**What to do:** Go through the records and report each line holding the string "آسمان".

**Data for this exercise:**
* * *
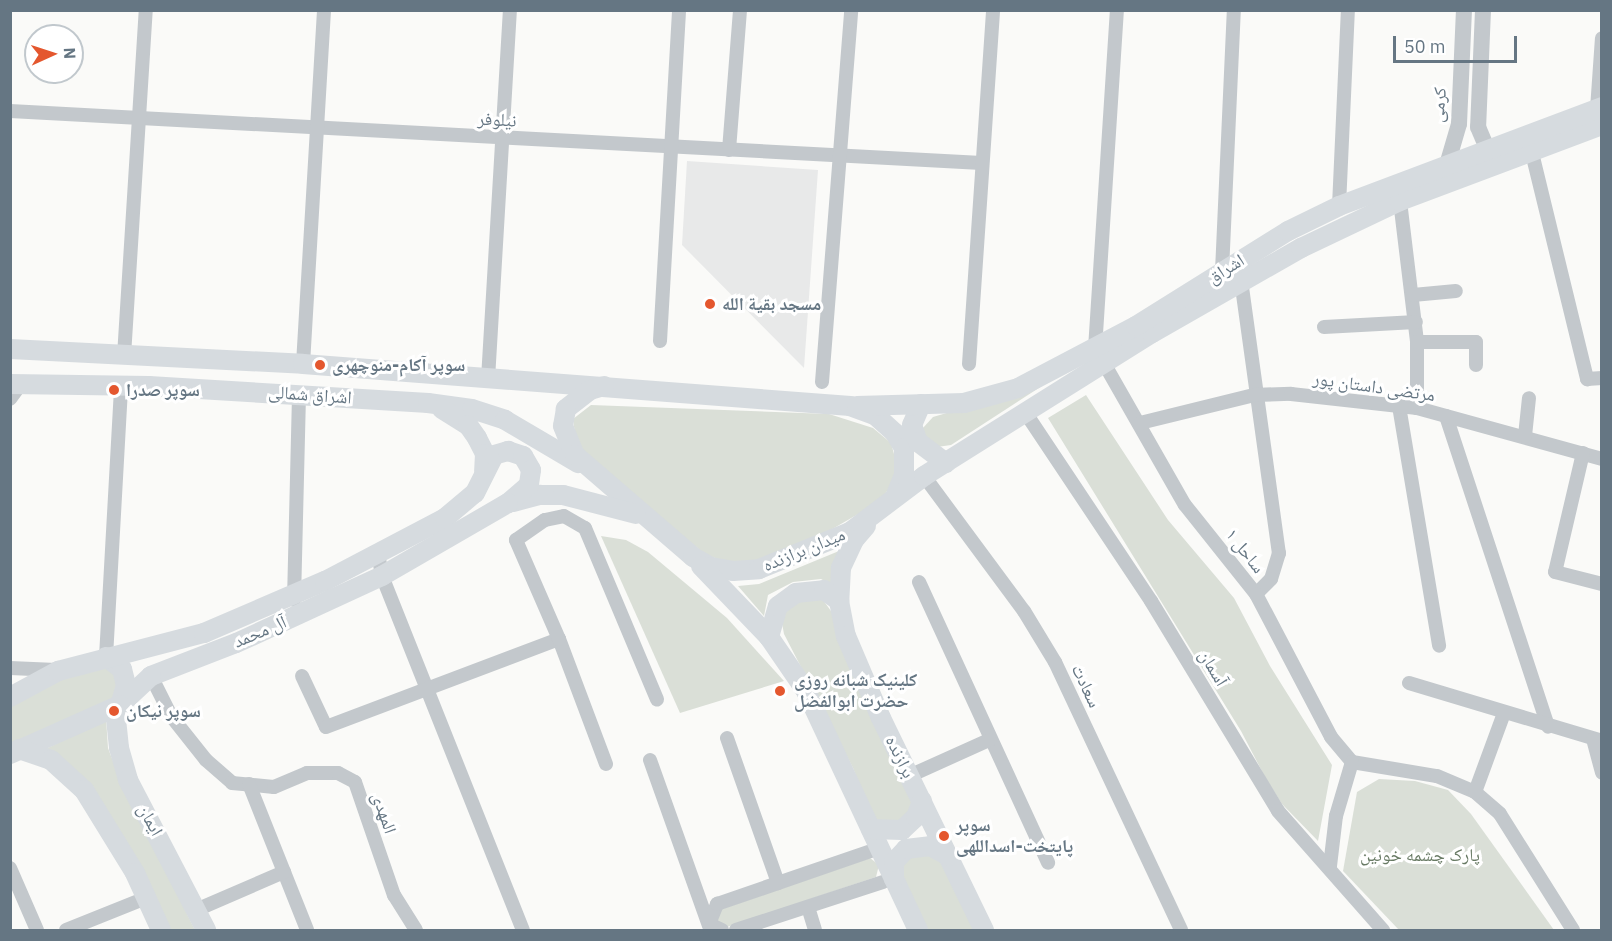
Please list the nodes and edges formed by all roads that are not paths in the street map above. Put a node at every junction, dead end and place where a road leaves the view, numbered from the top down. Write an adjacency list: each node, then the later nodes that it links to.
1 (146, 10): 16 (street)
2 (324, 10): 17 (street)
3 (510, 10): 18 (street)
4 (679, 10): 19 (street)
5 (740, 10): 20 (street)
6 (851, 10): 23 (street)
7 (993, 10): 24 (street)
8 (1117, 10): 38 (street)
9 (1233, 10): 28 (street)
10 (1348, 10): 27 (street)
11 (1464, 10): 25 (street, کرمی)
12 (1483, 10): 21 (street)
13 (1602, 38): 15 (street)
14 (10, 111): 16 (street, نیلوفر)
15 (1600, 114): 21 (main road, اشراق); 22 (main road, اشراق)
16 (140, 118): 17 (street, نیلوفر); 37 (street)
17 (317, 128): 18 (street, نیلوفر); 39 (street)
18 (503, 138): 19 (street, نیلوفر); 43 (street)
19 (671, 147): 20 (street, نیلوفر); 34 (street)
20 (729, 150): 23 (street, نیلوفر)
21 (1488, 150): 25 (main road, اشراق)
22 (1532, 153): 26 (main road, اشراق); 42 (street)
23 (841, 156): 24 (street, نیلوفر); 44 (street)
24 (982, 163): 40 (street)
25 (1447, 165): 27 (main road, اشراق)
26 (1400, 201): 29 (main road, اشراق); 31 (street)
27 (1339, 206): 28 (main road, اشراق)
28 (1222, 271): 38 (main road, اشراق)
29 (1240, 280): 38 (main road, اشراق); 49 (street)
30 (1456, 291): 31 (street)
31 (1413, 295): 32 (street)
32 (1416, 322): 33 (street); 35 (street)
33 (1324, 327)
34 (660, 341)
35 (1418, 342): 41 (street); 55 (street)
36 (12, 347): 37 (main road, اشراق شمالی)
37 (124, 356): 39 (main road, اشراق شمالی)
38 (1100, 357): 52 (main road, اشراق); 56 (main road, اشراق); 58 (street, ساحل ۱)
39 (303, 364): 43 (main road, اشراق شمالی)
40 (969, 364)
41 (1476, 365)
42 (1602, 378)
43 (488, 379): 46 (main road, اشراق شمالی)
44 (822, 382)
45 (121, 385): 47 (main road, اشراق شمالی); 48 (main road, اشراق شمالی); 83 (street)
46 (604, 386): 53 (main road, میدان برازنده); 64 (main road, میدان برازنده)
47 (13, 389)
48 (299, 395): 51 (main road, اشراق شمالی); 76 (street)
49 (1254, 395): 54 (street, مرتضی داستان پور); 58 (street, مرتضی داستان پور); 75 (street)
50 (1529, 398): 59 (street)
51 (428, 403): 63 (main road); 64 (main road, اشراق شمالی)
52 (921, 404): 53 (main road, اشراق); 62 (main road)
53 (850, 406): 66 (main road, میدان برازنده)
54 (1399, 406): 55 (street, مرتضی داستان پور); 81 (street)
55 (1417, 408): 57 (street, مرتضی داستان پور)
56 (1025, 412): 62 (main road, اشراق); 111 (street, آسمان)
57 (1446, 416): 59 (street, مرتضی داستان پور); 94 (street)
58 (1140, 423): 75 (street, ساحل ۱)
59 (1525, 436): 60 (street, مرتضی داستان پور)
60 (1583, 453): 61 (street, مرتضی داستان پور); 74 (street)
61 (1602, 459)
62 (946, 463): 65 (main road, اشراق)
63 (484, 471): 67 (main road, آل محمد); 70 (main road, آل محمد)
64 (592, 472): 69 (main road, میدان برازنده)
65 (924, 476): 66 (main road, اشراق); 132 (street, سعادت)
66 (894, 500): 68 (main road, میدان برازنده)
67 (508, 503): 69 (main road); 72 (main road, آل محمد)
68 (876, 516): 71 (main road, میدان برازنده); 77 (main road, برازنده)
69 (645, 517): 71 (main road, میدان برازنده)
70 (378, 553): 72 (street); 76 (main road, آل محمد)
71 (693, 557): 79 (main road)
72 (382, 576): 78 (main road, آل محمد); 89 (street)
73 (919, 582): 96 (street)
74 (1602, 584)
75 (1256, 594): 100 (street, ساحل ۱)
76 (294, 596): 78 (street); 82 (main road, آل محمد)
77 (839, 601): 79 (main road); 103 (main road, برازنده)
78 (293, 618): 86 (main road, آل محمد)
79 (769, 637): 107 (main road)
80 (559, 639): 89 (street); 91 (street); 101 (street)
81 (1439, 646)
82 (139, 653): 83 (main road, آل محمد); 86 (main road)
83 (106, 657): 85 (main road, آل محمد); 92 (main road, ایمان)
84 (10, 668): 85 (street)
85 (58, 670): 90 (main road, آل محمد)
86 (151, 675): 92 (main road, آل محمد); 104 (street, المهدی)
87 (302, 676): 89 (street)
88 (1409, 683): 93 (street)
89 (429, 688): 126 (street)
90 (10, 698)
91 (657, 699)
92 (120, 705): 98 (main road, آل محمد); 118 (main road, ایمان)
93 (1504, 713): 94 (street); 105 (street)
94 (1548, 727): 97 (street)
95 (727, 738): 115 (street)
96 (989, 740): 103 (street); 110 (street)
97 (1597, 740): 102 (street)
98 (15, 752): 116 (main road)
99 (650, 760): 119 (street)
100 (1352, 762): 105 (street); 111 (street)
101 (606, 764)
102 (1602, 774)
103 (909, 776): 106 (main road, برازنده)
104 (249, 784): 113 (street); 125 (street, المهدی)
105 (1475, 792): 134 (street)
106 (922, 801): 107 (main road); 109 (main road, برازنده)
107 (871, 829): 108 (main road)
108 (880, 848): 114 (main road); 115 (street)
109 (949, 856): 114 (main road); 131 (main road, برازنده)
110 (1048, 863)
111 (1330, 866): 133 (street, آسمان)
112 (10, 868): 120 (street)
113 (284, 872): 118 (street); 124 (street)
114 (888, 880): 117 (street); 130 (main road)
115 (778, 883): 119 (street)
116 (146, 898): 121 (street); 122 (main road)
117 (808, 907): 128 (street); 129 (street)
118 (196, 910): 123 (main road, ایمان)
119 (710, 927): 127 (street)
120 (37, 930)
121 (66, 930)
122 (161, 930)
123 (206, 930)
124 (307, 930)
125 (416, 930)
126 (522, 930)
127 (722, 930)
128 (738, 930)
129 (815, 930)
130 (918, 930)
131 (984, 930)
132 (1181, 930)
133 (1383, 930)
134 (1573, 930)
* * *
**Task answer:**
56 (1025, 412): 62 (main road, اشراق); 111 (street, آسمان)
111 (1330, 866): 133 (street, آسمان)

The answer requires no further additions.